▶ **How to complete this task**
Would you return every line of the listing below that has "Jakarta" in it?
------
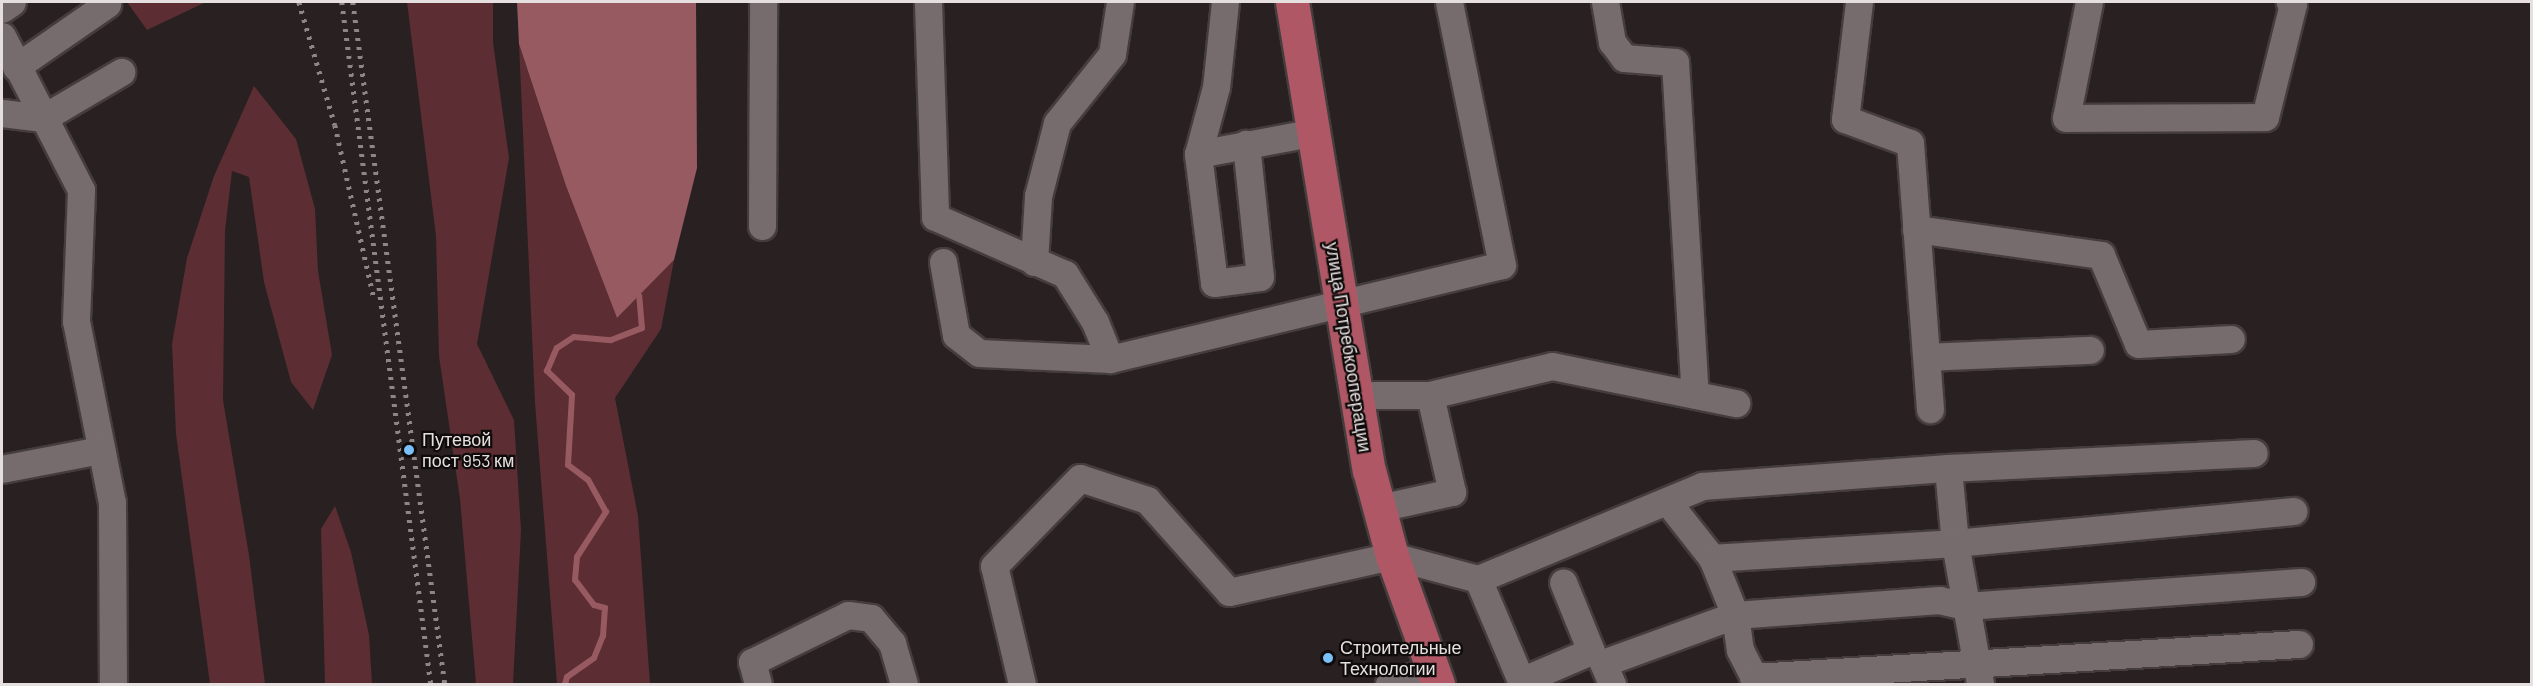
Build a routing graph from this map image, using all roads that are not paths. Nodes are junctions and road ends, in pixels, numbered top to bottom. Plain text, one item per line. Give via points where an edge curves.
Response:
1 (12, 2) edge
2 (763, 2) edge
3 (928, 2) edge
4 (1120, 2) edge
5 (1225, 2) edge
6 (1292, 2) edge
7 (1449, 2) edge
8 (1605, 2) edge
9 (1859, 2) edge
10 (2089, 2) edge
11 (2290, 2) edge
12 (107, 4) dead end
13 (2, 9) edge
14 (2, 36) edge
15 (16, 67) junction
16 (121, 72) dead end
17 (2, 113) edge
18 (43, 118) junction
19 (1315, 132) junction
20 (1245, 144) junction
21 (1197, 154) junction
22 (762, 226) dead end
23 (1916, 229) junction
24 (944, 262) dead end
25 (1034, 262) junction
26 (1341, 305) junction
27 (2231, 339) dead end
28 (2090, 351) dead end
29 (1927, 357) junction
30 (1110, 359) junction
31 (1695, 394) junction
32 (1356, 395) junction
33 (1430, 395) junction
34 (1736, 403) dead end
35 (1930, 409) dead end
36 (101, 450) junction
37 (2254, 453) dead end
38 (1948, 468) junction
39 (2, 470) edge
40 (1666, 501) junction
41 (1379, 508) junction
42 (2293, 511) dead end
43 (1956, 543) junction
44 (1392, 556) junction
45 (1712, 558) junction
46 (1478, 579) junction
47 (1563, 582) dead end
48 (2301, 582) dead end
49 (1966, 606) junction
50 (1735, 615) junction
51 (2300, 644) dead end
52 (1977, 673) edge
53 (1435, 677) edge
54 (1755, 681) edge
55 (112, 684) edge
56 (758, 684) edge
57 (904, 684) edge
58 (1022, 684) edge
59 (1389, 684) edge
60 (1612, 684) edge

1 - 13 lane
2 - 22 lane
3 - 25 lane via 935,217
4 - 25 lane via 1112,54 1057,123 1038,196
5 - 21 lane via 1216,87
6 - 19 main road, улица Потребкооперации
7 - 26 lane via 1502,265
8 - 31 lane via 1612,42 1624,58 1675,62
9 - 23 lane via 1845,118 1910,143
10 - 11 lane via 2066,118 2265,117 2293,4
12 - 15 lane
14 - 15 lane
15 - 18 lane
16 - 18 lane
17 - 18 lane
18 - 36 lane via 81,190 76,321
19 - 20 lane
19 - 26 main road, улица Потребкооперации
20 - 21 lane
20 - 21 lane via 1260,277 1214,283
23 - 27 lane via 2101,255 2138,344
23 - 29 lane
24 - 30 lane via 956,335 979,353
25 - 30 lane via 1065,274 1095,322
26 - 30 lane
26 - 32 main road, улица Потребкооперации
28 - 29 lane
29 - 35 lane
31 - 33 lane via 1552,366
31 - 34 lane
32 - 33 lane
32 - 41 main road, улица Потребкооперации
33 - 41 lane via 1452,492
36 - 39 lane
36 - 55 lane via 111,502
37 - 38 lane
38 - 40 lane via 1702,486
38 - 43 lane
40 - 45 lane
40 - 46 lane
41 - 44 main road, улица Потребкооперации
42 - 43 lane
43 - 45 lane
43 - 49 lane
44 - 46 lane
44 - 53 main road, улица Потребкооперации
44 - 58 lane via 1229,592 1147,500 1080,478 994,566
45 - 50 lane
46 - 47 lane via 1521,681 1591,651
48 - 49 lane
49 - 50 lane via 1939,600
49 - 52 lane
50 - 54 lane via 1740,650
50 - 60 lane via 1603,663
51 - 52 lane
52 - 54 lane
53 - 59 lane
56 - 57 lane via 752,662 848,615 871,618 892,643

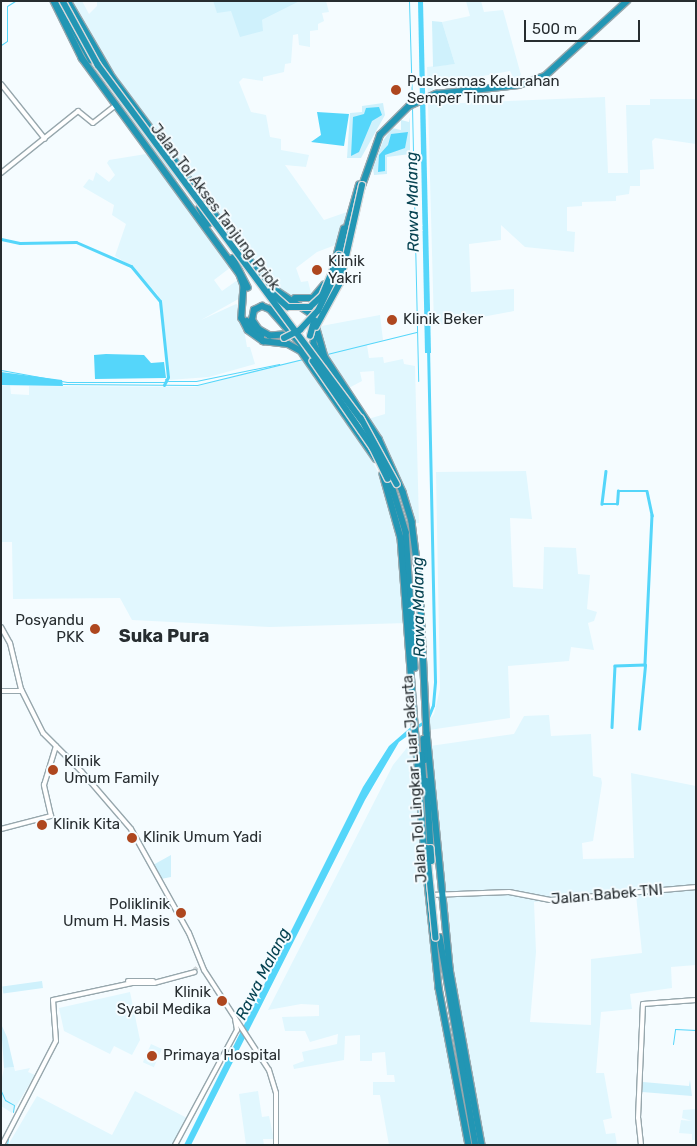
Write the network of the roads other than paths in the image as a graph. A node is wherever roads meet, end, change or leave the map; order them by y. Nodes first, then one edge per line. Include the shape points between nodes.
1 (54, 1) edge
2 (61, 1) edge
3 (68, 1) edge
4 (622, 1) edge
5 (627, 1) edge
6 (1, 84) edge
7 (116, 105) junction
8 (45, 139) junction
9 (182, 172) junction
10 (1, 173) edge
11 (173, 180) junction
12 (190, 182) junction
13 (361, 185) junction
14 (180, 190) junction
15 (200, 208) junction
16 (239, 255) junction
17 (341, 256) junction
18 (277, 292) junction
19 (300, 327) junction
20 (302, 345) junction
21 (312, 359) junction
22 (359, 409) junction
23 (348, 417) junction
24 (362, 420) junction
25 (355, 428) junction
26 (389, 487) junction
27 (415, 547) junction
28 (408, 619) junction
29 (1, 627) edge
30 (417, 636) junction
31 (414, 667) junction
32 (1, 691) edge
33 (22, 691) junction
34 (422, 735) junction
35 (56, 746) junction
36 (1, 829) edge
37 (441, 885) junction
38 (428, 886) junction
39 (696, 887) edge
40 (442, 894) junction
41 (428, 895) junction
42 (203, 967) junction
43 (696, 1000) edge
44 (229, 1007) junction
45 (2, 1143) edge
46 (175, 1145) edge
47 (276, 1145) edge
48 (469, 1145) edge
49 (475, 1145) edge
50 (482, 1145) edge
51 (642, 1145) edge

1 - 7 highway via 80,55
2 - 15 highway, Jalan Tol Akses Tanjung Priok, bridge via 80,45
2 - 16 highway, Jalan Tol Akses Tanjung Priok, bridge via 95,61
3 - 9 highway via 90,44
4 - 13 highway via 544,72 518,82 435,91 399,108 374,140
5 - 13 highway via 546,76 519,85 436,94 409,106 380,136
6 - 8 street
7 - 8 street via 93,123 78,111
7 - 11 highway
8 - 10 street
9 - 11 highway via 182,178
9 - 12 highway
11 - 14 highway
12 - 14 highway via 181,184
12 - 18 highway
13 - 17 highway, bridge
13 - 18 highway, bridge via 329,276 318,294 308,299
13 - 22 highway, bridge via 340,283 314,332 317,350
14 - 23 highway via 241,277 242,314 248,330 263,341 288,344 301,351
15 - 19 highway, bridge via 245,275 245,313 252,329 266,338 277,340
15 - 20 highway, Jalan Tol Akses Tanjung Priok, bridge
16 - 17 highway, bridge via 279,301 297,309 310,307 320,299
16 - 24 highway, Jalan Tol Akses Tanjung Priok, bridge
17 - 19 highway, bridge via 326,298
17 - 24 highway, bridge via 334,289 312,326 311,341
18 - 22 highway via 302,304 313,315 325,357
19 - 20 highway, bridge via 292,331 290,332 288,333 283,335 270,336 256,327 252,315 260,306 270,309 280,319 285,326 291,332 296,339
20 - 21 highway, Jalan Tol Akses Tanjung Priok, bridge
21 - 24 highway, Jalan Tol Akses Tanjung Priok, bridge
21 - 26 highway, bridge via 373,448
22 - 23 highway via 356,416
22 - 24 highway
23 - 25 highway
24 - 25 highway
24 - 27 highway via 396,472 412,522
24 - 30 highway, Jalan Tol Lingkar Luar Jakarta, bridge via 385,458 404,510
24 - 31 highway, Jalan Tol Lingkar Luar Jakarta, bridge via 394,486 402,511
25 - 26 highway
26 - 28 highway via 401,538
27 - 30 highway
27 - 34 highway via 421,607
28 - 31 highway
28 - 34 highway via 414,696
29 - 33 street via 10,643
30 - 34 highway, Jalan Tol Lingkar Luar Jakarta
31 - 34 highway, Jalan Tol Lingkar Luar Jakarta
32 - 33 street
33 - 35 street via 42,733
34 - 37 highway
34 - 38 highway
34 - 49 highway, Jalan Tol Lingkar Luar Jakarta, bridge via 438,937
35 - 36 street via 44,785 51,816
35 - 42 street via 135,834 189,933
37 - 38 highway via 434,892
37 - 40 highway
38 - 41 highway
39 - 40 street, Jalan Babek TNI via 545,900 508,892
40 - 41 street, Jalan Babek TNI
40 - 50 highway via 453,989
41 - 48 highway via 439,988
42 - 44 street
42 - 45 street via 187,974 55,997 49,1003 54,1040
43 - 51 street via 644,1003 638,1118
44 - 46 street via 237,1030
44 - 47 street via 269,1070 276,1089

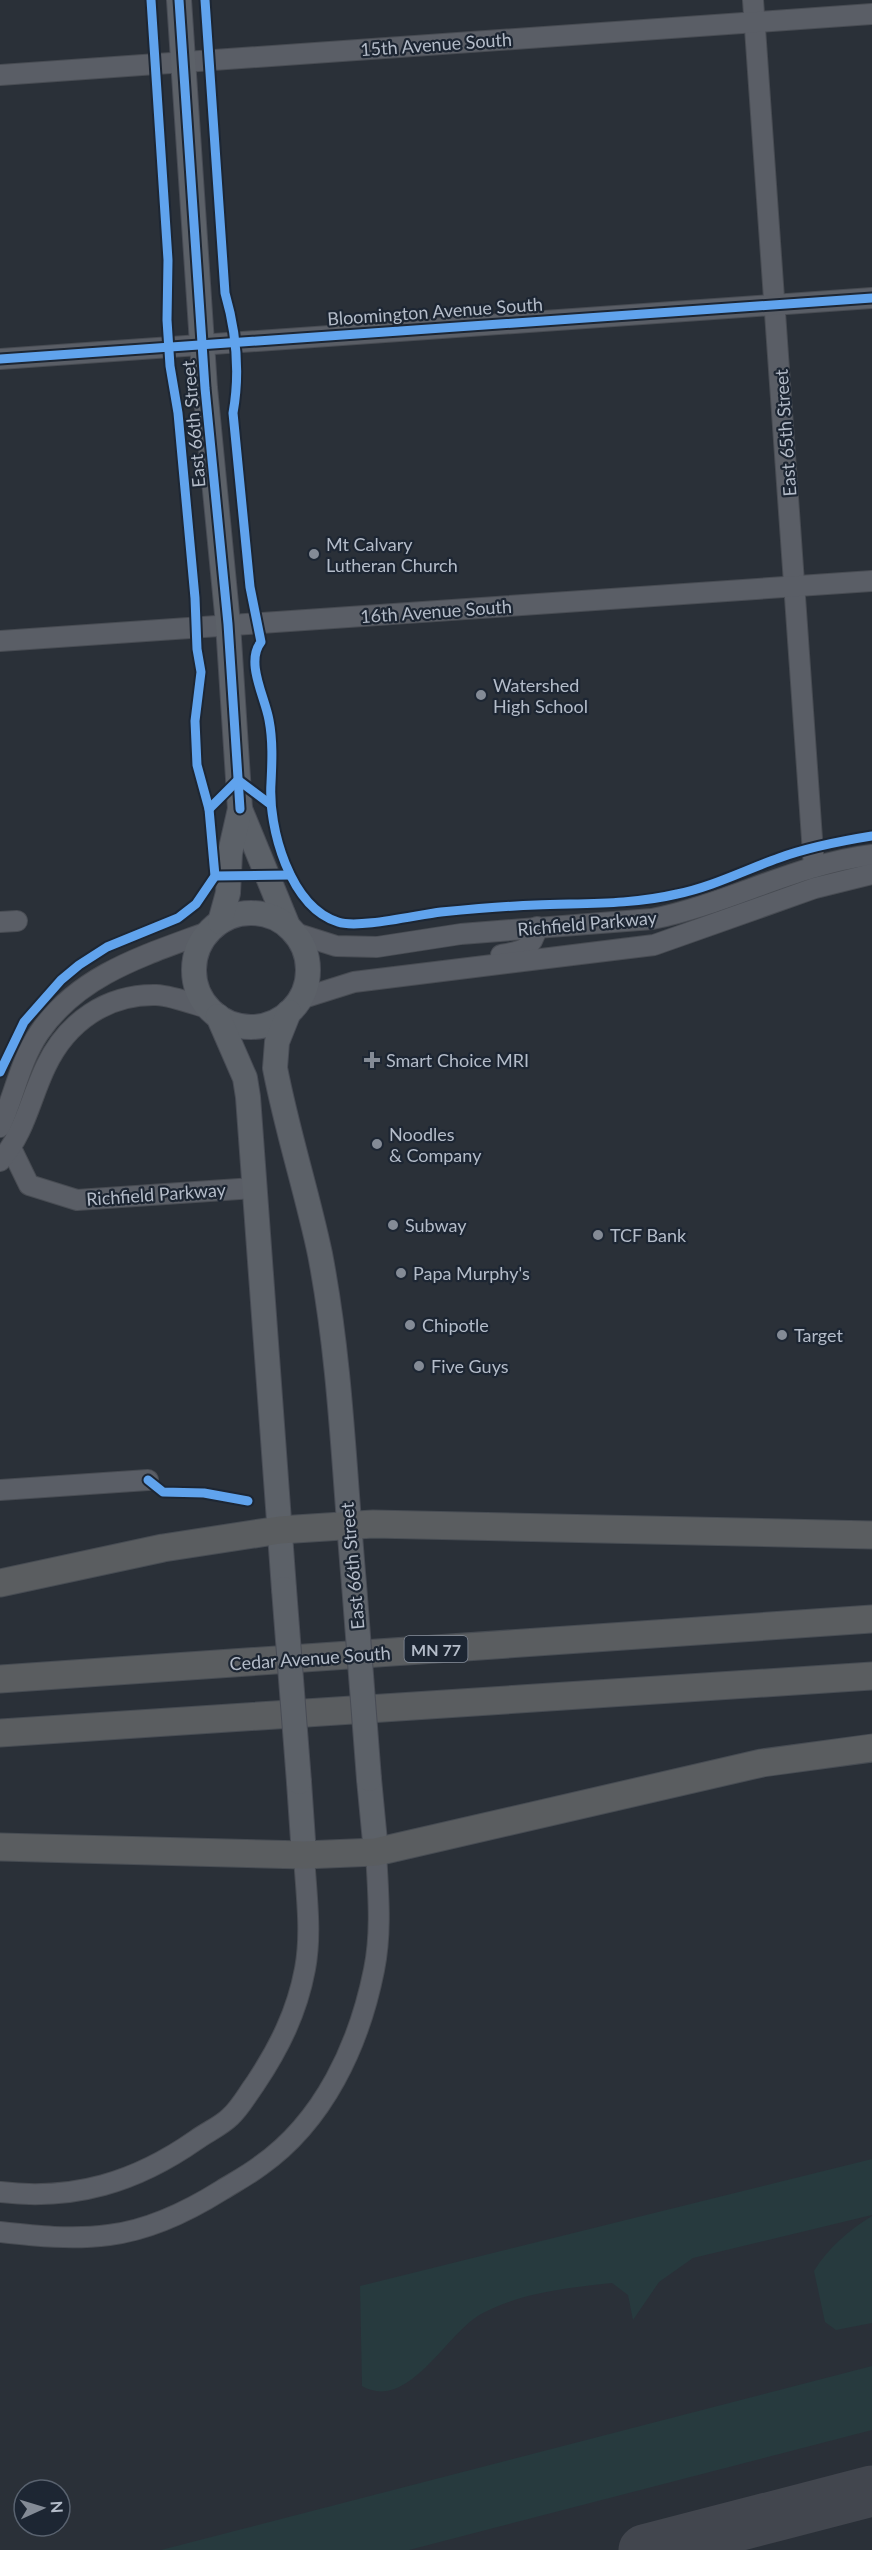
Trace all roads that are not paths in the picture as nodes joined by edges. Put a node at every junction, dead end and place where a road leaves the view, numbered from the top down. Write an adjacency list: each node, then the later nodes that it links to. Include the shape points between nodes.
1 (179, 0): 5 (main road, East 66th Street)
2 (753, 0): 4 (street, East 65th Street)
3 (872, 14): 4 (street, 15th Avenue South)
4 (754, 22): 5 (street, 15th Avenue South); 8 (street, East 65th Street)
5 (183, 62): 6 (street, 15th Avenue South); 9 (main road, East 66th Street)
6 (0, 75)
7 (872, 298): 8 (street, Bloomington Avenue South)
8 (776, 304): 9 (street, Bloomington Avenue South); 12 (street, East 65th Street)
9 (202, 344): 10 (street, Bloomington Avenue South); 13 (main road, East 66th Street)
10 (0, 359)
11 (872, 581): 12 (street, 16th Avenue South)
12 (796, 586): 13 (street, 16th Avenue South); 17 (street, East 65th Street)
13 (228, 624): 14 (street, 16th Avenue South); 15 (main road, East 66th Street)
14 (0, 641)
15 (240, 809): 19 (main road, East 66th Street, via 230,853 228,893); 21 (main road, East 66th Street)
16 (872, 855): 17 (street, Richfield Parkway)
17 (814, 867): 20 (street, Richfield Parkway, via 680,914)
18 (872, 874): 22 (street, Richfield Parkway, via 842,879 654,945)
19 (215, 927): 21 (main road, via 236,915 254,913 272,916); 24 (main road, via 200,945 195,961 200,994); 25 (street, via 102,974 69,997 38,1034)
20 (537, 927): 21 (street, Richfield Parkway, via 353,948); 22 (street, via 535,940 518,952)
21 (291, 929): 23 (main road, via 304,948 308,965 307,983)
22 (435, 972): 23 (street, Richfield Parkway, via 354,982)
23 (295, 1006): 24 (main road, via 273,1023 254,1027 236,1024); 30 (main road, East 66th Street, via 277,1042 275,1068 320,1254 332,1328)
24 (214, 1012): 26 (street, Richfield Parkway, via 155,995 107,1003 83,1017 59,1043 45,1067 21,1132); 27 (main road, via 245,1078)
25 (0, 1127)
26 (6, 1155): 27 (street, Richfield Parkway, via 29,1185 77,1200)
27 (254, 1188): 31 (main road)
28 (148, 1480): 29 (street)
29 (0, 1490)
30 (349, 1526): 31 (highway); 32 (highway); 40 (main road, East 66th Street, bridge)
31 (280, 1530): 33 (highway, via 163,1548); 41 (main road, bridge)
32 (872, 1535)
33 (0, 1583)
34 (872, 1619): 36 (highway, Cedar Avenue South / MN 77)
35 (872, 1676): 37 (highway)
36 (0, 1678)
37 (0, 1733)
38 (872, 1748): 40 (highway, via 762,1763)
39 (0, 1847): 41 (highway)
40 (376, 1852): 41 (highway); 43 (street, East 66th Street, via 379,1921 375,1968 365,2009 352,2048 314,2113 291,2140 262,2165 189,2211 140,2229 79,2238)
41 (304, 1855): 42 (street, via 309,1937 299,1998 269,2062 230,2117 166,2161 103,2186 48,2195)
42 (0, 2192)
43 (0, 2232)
------
▶ **Solution to the exercise**
24 - 30 highway, Jalan Tol Lingkar Luar Jakarta, bridge via 385,458 404,510
24 - 31 highway, Jalan Tol Lingkar Luar Jakarta, bridge via 394,486 402,511
30 - 34 highway, Jalan Tol Lingkar Luar Jakarta
31 - 34 highway, Jalan Tol Lingkar Luar Jakarta
34 - 49 highway, Jalan Tol Lingkar Luar Jakarta, bridge via 438,937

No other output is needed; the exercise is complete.